- [Records for the exercise]:
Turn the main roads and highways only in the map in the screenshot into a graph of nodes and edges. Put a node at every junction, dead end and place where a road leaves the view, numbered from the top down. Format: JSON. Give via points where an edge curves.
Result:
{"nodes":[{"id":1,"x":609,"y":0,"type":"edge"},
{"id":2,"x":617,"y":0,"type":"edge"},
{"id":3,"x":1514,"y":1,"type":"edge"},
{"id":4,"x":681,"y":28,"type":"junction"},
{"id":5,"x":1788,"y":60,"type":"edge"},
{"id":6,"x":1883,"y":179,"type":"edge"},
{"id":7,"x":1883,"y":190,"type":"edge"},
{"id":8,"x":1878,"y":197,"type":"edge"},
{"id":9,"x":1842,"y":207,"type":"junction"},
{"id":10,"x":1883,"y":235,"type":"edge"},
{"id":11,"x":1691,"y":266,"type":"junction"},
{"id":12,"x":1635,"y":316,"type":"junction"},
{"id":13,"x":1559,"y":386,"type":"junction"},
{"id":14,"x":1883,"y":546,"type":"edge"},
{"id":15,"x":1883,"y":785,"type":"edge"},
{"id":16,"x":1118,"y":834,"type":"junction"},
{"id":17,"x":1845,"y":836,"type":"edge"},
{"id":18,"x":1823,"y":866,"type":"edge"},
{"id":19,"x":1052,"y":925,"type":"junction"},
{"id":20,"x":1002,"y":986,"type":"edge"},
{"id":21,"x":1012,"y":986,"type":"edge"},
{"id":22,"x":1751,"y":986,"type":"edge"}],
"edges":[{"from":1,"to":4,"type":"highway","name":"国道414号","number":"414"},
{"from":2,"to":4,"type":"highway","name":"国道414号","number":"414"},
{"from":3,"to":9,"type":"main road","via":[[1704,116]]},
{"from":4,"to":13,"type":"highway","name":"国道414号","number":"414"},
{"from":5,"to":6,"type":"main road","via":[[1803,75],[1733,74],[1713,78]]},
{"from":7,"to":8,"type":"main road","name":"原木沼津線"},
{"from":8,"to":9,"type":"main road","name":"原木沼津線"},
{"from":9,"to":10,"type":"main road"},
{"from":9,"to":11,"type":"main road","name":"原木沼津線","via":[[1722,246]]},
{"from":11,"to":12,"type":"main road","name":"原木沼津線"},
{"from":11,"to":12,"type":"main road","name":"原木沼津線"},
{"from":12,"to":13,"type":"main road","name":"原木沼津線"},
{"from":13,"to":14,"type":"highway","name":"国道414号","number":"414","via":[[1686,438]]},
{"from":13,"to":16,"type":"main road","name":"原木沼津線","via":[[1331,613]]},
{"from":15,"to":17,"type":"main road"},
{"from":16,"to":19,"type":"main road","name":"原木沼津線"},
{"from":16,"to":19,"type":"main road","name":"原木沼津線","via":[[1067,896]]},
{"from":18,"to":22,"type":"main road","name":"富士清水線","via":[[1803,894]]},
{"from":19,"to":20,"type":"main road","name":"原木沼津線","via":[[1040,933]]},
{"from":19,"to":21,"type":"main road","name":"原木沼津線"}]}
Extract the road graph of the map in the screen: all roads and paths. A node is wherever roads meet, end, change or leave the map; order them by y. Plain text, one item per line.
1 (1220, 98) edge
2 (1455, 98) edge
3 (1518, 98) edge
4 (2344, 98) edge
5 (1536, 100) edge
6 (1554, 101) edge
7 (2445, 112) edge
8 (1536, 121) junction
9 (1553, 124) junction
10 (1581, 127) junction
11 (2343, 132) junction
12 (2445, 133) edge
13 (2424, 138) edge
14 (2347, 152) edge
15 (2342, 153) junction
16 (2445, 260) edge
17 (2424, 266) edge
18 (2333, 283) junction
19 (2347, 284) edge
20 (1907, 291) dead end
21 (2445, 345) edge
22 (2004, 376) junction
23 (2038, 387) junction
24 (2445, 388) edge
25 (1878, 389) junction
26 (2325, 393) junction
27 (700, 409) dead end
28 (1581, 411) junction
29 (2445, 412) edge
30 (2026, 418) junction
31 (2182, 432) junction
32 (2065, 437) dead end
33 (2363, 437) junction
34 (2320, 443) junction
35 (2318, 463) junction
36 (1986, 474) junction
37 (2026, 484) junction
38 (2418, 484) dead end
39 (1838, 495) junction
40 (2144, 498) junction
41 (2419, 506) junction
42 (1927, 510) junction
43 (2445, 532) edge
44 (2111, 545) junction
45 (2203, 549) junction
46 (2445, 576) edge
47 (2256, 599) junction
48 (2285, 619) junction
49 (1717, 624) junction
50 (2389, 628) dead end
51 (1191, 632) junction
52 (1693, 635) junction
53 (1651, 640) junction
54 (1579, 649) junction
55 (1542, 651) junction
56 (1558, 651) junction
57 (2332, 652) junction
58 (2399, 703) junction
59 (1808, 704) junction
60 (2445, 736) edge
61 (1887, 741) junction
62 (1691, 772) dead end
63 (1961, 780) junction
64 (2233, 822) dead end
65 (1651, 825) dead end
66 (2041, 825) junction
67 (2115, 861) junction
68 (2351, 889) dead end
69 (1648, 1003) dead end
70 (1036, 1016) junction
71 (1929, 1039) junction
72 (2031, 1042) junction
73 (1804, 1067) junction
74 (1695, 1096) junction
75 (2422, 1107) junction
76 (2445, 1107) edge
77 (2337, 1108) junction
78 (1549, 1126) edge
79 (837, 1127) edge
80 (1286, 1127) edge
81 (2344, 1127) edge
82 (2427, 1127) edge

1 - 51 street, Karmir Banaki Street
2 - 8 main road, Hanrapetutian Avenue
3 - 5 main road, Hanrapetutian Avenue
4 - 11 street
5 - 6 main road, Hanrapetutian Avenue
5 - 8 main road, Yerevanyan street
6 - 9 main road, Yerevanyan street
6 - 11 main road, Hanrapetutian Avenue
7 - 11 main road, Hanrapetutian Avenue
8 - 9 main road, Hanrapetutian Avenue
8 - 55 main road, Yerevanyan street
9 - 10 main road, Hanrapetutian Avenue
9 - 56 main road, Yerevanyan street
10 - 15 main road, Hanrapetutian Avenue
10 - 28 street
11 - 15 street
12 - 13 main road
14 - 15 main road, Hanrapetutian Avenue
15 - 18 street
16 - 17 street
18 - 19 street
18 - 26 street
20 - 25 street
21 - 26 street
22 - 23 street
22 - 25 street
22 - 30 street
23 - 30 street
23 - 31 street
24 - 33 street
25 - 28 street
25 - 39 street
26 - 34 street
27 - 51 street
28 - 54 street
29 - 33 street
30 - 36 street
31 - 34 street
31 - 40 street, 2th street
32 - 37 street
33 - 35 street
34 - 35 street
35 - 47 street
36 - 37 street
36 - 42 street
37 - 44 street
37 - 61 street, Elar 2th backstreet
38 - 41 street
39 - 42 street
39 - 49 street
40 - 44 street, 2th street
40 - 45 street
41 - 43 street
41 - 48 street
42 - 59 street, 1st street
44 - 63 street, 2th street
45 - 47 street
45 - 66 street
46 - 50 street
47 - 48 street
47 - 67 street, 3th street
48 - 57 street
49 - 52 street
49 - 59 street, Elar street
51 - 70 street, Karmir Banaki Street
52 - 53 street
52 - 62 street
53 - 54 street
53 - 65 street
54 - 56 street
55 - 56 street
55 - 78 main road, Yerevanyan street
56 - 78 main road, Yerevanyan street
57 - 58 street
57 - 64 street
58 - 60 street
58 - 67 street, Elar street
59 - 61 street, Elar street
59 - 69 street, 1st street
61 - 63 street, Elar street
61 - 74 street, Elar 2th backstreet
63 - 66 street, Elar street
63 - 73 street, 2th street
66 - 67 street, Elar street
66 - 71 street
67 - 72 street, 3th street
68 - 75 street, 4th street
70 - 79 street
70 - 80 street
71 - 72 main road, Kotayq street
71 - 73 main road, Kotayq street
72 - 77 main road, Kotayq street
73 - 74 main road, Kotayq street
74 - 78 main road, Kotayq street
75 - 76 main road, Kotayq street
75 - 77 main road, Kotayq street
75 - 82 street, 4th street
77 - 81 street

- [Exercise description]: Return every line from the entries that holds the string "Karmir".

- [Final answer]:
1 - 51 street, Karmir Banaki Street
51 - 70 street, Karmir Banaki Street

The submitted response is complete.